GIVEN INFORMATION:
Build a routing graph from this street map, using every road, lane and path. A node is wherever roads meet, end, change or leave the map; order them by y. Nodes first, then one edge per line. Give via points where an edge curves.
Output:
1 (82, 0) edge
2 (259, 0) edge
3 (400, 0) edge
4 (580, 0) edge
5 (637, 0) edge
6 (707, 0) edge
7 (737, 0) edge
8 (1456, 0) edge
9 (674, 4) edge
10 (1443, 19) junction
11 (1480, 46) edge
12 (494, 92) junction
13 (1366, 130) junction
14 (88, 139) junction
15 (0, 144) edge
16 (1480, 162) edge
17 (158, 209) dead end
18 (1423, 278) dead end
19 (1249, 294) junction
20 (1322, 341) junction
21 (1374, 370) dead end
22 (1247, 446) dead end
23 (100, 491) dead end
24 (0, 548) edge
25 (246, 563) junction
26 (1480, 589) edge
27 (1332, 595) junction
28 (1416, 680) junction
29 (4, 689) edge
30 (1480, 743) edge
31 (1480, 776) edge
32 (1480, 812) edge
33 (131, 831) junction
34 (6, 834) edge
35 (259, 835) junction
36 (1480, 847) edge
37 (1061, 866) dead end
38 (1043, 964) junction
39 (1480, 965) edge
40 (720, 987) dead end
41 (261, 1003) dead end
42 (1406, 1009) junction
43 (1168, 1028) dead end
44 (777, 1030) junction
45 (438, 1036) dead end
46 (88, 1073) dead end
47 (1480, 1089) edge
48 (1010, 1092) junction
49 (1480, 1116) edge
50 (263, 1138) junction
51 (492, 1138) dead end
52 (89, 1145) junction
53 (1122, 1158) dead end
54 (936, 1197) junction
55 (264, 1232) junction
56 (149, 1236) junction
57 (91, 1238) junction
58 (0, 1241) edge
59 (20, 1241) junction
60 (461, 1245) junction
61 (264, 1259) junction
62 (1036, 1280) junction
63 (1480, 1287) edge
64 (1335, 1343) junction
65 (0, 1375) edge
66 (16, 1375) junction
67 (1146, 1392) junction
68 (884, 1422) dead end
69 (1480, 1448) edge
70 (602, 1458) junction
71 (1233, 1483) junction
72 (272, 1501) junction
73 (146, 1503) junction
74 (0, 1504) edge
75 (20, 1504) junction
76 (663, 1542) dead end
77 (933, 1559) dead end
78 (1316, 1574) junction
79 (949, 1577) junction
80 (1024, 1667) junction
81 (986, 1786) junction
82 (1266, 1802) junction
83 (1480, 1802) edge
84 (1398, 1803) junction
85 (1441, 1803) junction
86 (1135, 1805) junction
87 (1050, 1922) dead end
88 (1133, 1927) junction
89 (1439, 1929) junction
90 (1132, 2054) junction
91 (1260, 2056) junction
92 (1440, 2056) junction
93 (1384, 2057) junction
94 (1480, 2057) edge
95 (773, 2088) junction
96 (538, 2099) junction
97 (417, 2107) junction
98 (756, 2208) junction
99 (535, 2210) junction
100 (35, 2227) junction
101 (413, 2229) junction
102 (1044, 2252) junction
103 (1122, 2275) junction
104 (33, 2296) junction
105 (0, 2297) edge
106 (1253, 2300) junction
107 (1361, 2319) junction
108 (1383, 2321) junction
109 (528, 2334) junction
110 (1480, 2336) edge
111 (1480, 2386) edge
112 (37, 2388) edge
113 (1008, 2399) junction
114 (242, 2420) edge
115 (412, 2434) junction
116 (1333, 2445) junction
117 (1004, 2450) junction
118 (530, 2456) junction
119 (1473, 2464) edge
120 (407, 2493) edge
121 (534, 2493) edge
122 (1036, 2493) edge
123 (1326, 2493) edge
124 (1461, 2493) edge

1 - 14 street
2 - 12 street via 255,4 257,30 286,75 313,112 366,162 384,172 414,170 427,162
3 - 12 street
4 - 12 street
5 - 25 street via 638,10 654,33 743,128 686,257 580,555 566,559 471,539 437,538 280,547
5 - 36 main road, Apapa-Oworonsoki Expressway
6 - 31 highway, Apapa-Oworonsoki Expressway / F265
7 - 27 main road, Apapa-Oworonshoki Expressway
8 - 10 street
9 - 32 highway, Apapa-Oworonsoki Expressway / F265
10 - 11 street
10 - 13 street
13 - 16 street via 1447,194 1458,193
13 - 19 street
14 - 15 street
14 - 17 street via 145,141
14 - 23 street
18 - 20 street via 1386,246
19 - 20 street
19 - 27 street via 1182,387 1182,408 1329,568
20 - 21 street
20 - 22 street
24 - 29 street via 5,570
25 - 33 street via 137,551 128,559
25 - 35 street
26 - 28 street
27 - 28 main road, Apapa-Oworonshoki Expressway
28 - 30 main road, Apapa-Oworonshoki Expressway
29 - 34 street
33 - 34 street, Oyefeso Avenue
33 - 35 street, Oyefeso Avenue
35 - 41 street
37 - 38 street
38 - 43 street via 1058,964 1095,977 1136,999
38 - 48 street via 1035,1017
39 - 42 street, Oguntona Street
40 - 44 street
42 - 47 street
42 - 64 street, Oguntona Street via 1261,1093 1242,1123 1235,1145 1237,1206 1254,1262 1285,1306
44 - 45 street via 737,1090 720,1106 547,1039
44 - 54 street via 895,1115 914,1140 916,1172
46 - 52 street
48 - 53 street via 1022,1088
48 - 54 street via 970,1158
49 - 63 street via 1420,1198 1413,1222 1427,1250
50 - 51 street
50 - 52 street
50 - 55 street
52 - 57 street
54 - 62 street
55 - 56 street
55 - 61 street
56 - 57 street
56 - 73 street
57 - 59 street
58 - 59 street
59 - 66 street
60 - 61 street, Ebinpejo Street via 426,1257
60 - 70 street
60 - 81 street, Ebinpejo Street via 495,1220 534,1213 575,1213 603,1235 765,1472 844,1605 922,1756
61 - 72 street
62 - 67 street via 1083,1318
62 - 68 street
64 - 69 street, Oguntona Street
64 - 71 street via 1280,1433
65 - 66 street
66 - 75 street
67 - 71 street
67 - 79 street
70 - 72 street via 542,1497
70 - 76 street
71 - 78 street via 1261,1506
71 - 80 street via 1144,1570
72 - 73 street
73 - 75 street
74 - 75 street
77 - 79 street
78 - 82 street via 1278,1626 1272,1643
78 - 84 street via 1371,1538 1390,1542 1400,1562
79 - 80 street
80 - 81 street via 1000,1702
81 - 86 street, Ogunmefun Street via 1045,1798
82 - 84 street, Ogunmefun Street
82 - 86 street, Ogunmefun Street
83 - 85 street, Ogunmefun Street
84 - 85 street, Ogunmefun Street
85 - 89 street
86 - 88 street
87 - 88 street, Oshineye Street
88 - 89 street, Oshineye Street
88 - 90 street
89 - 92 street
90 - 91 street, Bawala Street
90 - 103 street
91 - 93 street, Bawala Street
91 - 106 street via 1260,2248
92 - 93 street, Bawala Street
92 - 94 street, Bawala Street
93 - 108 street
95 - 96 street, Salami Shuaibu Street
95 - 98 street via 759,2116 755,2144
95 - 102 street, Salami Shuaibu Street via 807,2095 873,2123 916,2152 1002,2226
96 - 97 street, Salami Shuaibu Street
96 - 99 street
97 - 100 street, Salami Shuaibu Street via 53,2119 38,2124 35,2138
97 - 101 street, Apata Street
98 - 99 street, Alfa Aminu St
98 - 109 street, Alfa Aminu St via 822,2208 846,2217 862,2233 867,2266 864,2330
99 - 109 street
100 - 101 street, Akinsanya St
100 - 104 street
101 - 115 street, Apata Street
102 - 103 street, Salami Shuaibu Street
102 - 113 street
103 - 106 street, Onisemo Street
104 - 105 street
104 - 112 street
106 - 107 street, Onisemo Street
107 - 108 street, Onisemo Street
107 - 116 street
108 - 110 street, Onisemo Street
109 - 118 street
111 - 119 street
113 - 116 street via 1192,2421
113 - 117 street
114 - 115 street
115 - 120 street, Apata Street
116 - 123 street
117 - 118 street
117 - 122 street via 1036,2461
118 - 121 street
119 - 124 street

DIRECTIONS: Across the records above, count the lines holding "Onisemo" and reply with that number alone.

EXPECTED ANSWER: 4